A went with me to Target where I got a new food processor, waffle iron, colander, and a few other kitchen things. I also found a dress similar to the one K got there.

Later, when it got cooler, I went out to the sunflowers with a stack of bags and a stapler. I only bagged the ones that looked like they were starting to be attacked or worse. I thought the others could use more time in the sun to develop. I tried to get some photos of the eclipse but they just look like photos of the setting sun.




I was going to use my new food processor but it was missing a couple things when I opened the box, so it's going back. I added more spices and green onions from my garden after I took this photo.
Salsa: tomatoes and cilantro from my garden, my friend's recipe

Saturday, May 19, 2012

Avenged and heard

We decided to go to the movies to use a gift card we've had for a while. Mick asked if I wanted to see Avengers in IMAX 3D and I was all in. It sounds like a few friends were invited but couldn't go, and I was relieved and nervous that we might actually have a date night all alone. It hasn't happened in quite a while.
The movie was very good. I think it would be good without the 3D as well.  Since there was only one IMAX showing, we went to dinner after. We decided to go to Yardhouse; I know I can eat there but I didn't have my "list" with me. I asked the waiter about the dish I sort of recall ordering last time and he decided to get the manager for me. Yes! I approve! In the meantime, he brought me a skinny margarita since it's just tequila and lime juice. Oh, yeah, I approve that too, although it could have used some salt. I got the shrimp rice bowl without the sauce, and the Thai basil sauce on the side. It was very good. I took about half home.

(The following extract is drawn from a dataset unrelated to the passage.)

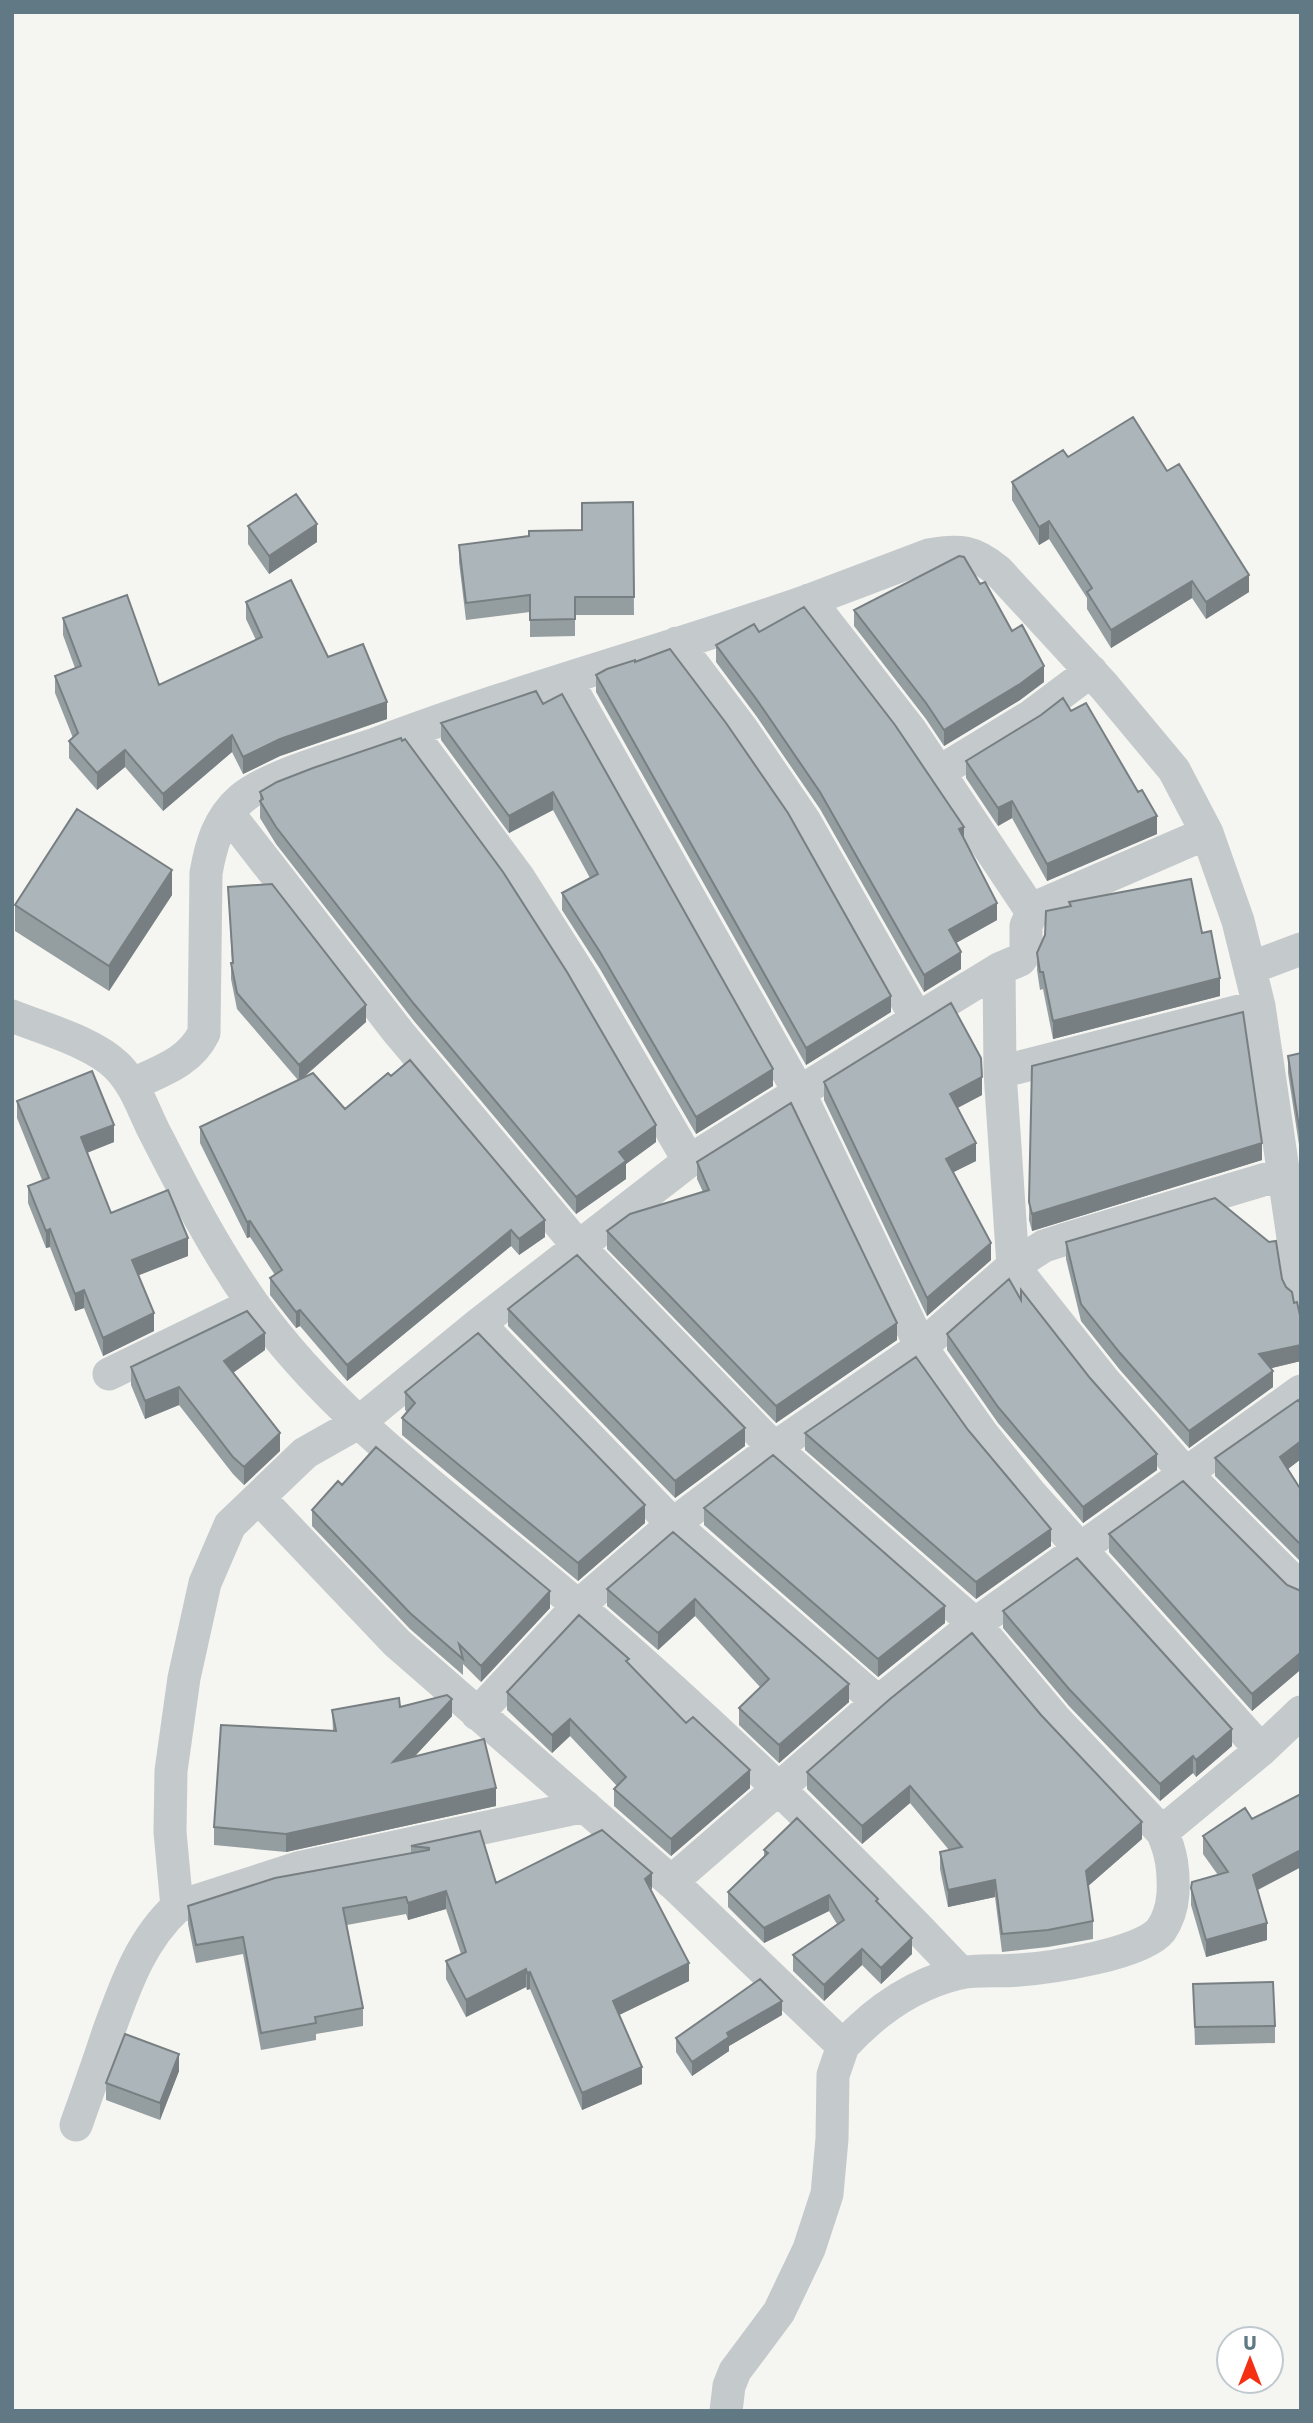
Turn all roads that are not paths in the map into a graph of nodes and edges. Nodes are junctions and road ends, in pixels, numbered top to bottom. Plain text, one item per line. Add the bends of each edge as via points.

I took the opportunity to talk to Mick about the issues I've been having, making sure to say this is how I feel rather than making it more black and white accusations or whatever. I let him know that I used to feel like he was on my side and I would really like to feel that way again. He loves this house and I let him know that I want to feel that way but don't even feel safe here. I need stability and am only feeling uncertainty and lack of control. He said he is on my side.

I also asked him if he could stand up for me when someone says something dick-ish to me. He thought that he was being more supportive by letting it go rather than bringing more attention to me in that situation. The best part is that he wasn't even thinking about the time I was, so now I'm wondering how many dick-ish things have been said that I didn't hear, or maybe I just ignored something because I've heard so much attitude. I was impressed that he had noticed and had made a conscious decision to address it the way he thought was appropriate. I let him know that I can see what he's saying but I also find it a little humiliating that my health isn't taken more seriously.

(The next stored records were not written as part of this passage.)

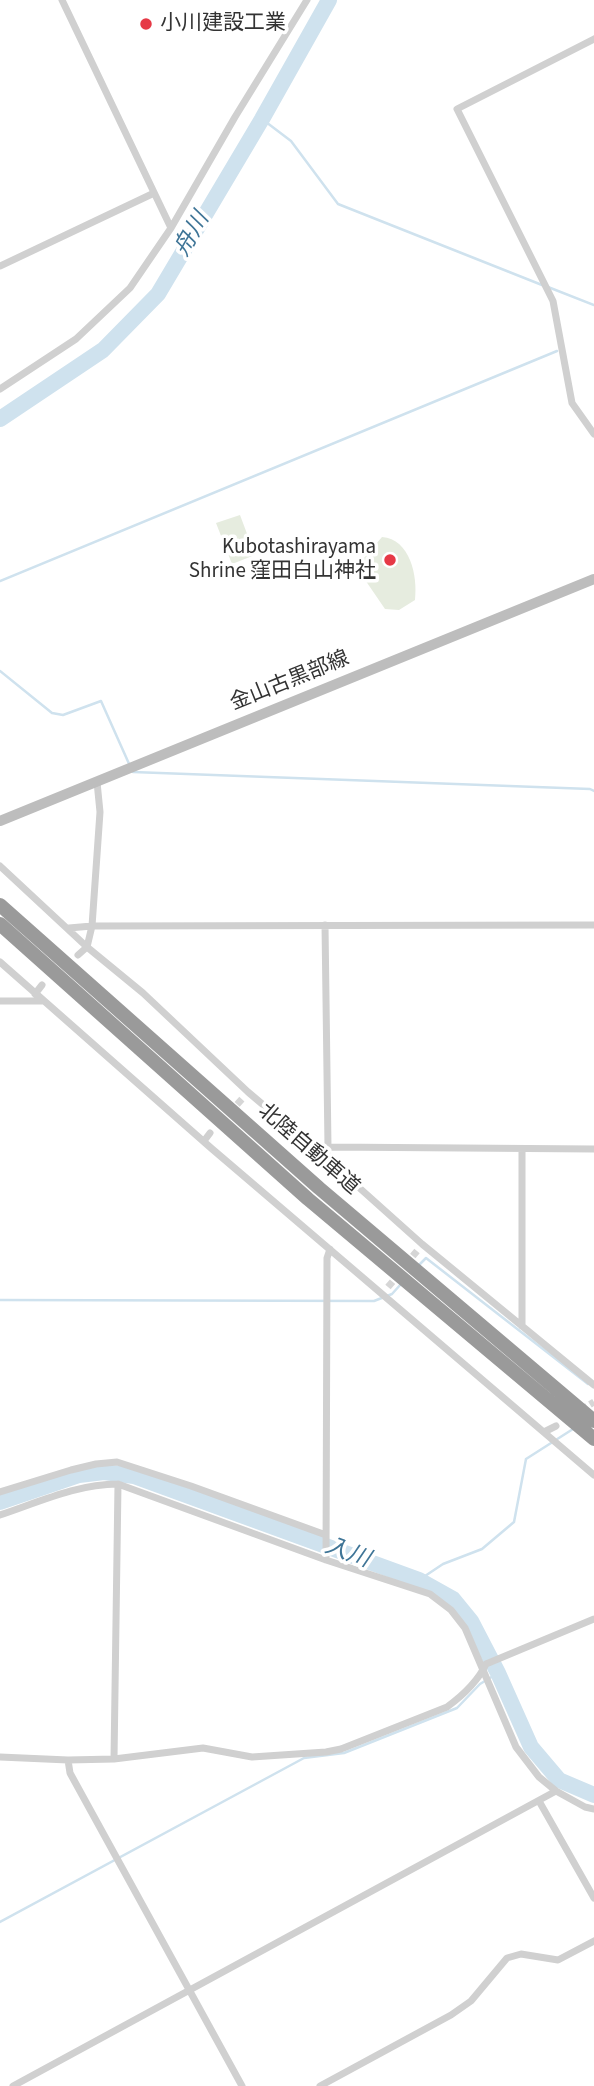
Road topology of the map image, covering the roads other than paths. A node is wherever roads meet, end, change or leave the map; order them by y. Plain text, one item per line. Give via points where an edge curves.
1 (62, 0) edge
2 (307, 0) edge
3 (594, 39) edge
4 (152, 194) junction
5 (171, 228) junction
6 (0, 265) edge
7 (0, 388) edge
8 (594, 434) edge
9 (594, 579) edge
10 (97, 782) junction
11 (0, 821) edge
12 (0, 866) edge
13 (0, 905) edge
14 (0, 924) edge
15 (325, 925) junction
16 (594, 925) edge
17 (92, 926) junction
18 (69, 928) junction
19 (87, 947) junction
20 (78, 955) dead end
21 (0, 962) edge
22 (42, 985) dead end
23 (35, 994) junction
24 (0, 1001) edge
25 (43, 1001) junction
26 (248, 1092) junction
27 (242, 1099) tunnel mouth
28 (211, 1133) dead end
29 (204, 1141) junction
30 (328, 1147) junction
31 (522, 1149) junction
32 (594, 1149) edge
33 (326, 1158) junction
34 (330, 1249) junction
35 (388, 1287) tunnel mouth
36 (382, 1294) junction
37 (522, 1326) junction
38 (594, 1385) edge
39 (589, 1416) edge
40 (556, 1426) dead end
41 (544, 1432) junction
42 (591, 1437) edge
43 (594, 1475) edge
44 (118, 1484) junction
45 (0, 1492) edge
46 (0, 1515) edge
47 (326, 1535) junction
48 (326, 1560) junction
49 (594, 1619) edge
50 (484, 1668) junction
51 (0, 1757) edge
52 (114, 1759) junction
53 (68, 1760) junction
54 (556, 1791) junction
55 (539, 1801) junction
56 (594, 1809) edge
57 (594, 1899) edge
58 (594, 1941) edge
59 (190, 1989) junction
60 (13, 2086) edge
61 (242, 2086) edge
62 (320, 2086) edge

1 - 4 street
2 - 5 street
3 - 8 street via 457,109 553,301 572,403
4 - 5 street
4 - 6 street
5 - 7 street via 110,310 76,339
9 - 10 main road, 金山古黒部線
10 - 11 main road, 金山古黒部線
10 - 17 street via 100,812
12 - 18 street
13 - 39 highway, 北陸自動車道 via 309,1180
14 - 42 highway, 北陸自動車道 via 308,1199
15 - 16 street
15 - 17 street
15 - 30 street
17 - 18 street
17 - 19 street
18 - 19 street
19 - 20 street
19 - 26 street
21 - 23 street
22 - 23 street
23 - 25 street
24 - 25 street
25 - 29 street
26 - 27 street
26 - 33 street
28 - 29 street
29 - 34 street
30 - 31 street
30 - 33 street
31 - 32 street
31 - 37 street
33 - 37 street via 420,1247
34 - 36 street
34 - 47 street
35 - 36 street
36 - 41 street
37 - 38 street
40 - 41 street
41 - 43 street
44 - 46 street via 79,1488
44 - 48 street
44 - 52 street
45 - 47 street via 71,1470 117,1462
47 - 48 street
48 - 50 street via 430,1594 451,1610
49 - 50 street
50 - 52 street via 447,1707 341,1749 252,1756 203,1748
50 - 54 street via 516,1747
51 - 53 street
52 - 53 street
53 - 59 street via 70,1773
54 - 55 street
54 - 56 street
55 - 57 street
55 - 59 street
58 - 62 street via 558,1960 520,1954 508,1958 471,2001 451,2015
59 - 60 street
59 - 61 street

He doesn't really understand all I expressed but he will be on my side and that's all I ask. He is trying to wrap his head around what he needs to do and how it can be easier on other people involved, too.

At least I don't turn into an enormous green rage monster.

Friday, May 18, 2012

Authentic sharing

I'm having a rough week month year life something--whatever, it's shitty. I start crying every time someone tries to talk to me about it; everyone knows I'm stressed. I almost fell apart because I couldn't figure out how to get those little homeopathic pellets to come out of the container. (I finally found tiny instructions on the container!) I was excited when my friend M made lunch plans with me but warned her it would be late.

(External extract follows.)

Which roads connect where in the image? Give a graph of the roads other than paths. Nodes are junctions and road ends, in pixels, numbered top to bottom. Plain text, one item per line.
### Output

A small group has started having a meeting that I was invited to participate in by phone; I was excited to hear the discussion of the agenda question which was about things we learned by a recent employee departure. Most of the discussion is not relevant here, but after so much open back and forth, someone decided to have everyone do a check-in: how are you feeling? It wasn't so much how are you feeling because of the discussion but just how are you feeling. And when it was my turn, I thought about sugar coating it--no one could see me, they wouldn't know, would they?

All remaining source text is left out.